(Records drawn from a dataset)
========================
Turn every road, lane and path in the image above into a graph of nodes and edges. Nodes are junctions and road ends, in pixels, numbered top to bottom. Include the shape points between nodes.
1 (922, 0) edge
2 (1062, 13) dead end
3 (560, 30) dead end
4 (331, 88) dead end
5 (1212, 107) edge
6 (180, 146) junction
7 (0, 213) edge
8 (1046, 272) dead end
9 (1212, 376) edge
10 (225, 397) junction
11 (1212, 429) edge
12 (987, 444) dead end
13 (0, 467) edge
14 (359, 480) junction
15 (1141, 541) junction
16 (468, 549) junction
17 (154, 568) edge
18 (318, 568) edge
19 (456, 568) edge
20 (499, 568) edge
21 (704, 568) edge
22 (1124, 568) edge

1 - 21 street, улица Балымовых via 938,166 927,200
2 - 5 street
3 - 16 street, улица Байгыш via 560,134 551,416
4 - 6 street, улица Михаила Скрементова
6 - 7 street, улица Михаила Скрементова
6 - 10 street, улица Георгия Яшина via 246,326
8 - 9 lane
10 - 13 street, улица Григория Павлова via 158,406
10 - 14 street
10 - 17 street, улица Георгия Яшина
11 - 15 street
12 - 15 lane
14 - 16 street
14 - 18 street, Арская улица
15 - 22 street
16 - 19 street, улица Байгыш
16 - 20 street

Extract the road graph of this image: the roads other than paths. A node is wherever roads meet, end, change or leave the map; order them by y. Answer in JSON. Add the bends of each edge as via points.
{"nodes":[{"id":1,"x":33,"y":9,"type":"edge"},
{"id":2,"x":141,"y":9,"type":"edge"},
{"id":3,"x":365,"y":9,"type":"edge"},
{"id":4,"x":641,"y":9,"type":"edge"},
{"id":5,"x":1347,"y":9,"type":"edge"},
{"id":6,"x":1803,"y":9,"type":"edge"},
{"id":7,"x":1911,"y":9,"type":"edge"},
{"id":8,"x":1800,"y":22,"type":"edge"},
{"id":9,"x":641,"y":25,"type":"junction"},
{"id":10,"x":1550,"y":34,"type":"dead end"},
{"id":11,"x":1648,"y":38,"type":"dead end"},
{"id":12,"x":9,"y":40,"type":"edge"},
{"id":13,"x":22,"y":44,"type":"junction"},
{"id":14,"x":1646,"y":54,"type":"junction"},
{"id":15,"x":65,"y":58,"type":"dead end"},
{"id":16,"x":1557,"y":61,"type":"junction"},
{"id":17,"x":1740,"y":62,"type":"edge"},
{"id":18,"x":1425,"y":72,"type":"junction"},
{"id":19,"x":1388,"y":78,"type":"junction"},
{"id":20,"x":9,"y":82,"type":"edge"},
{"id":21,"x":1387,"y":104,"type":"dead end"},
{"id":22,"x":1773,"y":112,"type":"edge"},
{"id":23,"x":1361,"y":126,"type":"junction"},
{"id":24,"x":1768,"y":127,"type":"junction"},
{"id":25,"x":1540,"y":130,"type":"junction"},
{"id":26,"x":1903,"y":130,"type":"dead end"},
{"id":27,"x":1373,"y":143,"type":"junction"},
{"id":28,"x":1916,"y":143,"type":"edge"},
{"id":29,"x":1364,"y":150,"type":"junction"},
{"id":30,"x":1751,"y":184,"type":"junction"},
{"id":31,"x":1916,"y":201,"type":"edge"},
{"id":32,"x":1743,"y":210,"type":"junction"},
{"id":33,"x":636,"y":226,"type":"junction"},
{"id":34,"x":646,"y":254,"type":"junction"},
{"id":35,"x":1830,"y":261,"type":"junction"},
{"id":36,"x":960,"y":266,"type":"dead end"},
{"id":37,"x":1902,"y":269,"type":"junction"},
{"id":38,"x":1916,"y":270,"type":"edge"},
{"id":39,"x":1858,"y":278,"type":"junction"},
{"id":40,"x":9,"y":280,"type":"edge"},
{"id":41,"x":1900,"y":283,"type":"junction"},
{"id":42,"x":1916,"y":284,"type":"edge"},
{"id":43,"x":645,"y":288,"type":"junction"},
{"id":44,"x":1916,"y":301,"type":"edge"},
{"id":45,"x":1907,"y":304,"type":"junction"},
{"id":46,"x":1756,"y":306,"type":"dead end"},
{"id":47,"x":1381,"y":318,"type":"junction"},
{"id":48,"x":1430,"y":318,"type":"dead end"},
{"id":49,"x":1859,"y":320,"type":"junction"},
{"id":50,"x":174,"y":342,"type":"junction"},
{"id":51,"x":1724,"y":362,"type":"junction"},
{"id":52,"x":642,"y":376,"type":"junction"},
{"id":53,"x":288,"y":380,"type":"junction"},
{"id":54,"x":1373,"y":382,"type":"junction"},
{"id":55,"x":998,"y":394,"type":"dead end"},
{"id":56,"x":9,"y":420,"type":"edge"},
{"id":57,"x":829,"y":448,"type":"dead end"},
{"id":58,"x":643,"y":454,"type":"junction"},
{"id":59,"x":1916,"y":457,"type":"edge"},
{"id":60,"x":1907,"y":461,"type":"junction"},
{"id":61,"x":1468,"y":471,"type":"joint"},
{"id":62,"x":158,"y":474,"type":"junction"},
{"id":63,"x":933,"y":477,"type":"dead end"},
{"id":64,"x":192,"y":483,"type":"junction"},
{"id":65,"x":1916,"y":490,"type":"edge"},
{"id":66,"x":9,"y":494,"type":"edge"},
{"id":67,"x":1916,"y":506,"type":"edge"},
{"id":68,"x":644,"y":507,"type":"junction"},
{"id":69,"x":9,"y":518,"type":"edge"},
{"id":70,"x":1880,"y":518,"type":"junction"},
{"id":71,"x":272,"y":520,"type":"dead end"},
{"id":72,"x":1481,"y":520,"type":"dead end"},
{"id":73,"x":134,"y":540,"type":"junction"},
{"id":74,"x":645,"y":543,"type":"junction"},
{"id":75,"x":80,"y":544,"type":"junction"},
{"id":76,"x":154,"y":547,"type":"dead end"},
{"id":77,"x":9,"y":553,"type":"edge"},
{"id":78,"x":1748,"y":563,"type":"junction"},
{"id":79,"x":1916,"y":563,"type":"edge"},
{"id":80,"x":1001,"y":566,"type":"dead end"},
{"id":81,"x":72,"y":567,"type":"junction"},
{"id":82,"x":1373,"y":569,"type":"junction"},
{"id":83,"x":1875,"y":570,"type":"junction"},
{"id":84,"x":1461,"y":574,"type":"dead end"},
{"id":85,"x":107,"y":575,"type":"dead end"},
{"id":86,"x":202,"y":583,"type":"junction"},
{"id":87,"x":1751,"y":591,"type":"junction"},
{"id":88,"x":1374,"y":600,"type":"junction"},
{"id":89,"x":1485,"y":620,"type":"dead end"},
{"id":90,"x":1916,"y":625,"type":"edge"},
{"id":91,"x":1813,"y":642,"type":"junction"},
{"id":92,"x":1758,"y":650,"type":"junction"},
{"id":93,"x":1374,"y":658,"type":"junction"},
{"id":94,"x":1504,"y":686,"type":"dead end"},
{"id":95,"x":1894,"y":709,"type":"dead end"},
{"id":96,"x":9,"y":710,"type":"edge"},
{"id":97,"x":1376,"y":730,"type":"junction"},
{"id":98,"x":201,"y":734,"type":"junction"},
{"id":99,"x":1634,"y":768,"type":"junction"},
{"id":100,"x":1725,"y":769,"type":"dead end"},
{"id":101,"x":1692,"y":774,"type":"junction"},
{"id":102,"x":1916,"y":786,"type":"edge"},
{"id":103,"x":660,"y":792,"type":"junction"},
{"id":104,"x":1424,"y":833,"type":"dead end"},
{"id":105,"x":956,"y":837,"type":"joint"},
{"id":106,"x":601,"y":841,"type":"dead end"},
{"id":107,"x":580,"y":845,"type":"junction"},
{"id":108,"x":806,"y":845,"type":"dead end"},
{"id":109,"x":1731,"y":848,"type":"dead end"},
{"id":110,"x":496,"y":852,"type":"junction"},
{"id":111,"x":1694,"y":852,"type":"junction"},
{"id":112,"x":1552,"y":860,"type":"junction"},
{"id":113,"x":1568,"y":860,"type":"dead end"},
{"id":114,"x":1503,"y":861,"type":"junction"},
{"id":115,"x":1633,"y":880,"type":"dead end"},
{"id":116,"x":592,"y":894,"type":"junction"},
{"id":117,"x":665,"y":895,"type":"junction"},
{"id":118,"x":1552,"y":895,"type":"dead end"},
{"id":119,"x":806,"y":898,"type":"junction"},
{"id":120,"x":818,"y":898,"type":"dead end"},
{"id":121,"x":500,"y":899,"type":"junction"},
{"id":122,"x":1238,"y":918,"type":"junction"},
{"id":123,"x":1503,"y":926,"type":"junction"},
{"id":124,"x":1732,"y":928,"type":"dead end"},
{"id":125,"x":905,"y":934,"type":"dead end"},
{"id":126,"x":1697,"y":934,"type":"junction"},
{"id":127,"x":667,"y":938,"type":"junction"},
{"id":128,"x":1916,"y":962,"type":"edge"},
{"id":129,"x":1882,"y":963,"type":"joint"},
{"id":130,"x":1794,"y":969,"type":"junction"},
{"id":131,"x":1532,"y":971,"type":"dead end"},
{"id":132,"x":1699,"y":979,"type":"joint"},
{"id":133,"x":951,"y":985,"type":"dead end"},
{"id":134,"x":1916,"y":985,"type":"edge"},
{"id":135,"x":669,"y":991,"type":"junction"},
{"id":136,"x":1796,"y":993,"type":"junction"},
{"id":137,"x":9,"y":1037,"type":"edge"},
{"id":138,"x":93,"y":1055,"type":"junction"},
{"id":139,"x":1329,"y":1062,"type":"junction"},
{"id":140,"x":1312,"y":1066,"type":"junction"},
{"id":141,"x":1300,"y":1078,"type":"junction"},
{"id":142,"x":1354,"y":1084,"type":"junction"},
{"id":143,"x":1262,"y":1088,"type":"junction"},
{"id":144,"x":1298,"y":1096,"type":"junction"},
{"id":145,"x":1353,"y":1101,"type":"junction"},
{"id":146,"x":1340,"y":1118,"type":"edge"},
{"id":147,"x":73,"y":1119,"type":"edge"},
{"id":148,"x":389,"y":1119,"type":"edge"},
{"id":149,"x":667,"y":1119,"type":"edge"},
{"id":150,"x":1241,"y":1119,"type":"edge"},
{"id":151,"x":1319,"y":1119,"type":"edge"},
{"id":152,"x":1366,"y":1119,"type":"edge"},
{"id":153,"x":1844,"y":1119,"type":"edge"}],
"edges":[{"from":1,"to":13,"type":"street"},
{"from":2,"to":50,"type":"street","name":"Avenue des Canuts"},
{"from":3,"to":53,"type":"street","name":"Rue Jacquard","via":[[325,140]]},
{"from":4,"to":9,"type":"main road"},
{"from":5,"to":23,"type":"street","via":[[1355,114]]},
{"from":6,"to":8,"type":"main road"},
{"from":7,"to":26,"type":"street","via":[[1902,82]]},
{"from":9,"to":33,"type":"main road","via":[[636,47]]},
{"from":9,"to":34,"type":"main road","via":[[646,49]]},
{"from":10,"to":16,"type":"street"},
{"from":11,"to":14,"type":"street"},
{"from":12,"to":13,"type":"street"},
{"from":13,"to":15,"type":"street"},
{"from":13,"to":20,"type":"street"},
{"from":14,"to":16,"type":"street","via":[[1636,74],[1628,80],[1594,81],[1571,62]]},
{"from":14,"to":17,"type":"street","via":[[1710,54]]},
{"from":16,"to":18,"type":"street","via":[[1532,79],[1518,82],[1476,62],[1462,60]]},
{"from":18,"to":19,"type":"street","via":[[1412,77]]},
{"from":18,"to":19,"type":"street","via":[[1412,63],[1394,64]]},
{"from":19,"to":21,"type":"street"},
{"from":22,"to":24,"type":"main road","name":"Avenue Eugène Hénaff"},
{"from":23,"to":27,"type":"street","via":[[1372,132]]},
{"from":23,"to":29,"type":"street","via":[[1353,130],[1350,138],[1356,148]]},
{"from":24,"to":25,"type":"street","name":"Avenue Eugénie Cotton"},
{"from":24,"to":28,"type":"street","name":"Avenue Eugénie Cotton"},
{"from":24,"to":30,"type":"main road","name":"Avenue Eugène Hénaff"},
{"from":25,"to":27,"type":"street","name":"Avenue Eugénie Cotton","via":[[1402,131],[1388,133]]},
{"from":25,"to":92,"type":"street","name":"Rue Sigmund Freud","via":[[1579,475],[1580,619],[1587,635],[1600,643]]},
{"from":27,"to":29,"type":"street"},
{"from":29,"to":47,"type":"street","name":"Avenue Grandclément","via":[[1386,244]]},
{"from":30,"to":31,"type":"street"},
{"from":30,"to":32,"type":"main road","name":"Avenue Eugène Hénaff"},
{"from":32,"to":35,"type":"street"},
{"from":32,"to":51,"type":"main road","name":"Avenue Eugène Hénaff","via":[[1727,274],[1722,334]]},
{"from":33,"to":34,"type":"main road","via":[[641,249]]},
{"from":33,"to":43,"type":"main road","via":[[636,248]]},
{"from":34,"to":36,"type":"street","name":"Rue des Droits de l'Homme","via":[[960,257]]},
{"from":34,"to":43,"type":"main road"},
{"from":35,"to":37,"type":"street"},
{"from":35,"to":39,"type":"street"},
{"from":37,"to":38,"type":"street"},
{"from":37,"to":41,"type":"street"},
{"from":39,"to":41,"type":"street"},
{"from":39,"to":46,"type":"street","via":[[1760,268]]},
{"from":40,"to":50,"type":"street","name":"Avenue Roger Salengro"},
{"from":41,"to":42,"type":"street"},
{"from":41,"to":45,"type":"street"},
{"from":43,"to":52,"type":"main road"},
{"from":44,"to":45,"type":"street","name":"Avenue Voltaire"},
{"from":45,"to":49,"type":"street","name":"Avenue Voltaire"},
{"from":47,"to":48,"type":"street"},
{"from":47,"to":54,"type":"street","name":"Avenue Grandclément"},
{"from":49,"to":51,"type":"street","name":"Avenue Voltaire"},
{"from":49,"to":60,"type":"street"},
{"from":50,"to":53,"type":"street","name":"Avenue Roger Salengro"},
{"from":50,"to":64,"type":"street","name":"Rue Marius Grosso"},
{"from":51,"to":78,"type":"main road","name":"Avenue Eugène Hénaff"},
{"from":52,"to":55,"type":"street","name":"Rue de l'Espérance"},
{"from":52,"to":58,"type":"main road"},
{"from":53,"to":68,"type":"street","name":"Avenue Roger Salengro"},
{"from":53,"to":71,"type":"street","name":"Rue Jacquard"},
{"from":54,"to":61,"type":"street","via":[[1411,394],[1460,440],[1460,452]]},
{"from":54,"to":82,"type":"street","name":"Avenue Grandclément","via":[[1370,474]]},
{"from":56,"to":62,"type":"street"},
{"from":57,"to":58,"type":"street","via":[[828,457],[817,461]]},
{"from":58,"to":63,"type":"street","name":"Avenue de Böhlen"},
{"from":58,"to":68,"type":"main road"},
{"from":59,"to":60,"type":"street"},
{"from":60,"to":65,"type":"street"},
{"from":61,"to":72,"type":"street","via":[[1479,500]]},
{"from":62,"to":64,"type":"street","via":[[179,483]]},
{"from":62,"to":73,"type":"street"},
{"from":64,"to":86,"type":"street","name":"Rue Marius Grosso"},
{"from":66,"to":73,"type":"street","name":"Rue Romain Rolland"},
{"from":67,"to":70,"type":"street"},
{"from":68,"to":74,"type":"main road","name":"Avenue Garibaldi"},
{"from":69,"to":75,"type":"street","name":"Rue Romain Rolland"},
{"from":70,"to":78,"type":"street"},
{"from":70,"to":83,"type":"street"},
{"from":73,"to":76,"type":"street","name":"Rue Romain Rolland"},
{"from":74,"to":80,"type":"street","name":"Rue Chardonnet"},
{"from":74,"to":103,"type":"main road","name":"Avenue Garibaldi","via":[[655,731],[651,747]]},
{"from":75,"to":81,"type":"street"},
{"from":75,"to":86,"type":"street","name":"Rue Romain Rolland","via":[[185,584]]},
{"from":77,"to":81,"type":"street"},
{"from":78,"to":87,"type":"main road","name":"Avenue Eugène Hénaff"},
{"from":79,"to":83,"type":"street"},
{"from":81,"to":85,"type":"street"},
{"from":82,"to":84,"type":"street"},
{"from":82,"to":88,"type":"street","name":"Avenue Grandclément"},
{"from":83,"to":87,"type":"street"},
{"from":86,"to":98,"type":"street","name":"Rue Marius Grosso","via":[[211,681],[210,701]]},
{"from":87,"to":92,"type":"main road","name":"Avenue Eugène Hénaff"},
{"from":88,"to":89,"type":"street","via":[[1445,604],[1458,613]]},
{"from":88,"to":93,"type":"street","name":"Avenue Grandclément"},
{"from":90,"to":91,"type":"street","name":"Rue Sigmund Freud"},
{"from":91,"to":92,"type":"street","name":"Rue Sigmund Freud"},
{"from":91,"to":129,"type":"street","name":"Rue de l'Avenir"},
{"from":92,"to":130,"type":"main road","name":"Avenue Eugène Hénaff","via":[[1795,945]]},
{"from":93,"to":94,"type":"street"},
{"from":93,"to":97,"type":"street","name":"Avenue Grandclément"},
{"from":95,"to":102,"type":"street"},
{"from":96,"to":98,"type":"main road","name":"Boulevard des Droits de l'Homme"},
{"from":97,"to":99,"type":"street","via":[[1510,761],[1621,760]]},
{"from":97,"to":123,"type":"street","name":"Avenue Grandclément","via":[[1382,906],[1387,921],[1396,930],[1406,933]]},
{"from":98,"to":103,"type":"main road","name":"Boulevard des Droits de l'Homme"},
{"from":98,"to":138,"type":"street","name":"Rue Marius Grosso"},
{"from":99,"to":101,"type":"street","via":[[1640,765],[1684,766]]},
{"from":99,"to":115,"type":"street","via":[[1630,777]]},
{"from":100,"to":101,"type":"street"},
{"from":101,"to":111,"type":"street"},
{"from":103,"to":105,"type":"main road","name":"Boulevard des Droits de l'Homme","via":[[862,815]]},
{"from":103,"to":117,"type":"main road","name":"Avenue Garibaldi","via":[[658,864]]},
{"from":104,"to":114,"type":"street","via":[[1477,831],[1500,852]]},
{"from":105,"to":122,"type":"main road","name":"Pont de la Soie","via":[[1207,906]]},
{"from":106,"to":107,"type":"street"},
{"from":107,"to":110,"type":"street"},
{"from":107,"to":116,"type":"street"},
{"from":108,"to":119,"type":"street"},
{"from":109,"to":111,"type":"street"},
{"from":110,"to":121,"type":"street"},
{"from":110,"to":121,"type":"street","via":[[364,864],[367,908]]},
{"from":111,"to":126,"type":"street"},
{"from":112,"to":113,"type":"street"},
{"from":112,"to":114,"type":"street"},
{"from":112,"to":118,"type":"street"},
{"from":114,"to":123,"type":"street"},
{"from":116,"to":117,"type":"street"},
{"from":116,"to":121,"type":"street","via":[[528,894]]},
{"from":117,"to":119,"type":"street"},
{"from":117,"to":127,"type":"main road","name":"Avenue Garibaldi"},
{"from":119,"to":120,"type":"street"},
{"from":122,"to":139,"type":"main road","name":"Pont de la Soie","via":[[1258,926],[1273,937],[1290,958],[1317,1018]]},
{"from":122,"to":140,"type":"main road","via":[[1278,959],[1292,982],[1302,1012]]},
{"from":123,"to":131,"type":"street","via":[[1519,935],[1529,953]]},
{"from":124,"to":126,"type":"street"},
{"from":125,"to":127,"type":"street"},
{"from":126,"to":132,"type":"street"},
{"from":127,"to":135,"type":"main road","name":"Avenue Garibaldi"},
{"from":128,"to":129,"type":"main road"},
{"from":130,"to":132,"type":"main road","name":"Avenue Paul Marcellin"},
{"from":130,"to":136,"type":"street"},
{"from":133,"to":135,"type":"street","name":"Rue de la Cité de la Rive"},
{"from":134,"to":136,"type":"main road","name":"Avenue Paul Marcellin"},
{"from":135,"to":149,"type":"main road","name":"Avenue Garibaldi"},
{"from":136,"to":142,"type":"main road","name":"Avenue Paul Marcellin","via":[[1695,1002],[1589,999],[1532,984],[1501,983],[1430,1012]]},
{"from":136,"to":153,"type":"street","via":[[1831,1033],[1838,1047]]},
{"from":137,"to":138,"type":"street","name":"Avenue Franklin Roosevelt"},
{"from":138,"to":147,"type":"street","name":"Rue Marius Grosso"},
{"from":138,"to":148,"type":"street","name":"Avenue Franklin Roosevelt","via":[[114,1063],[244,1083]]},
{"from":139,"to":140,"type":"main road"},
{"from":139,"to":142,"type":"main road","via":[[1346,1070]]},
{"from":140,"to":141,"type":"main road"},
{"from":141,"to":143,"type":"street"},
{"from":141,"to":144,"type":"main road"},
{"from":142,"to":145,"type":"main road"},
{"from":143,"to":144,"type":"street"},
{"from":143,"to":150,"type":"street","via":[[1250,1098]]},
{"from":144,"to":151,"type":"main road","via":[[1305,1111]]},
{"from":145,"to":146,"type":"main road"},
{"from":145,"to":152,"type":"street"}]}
========================
## [What the exercise asks]
State, as a bare number, how many lines of the records above include "Franklin".

## [Answer]
2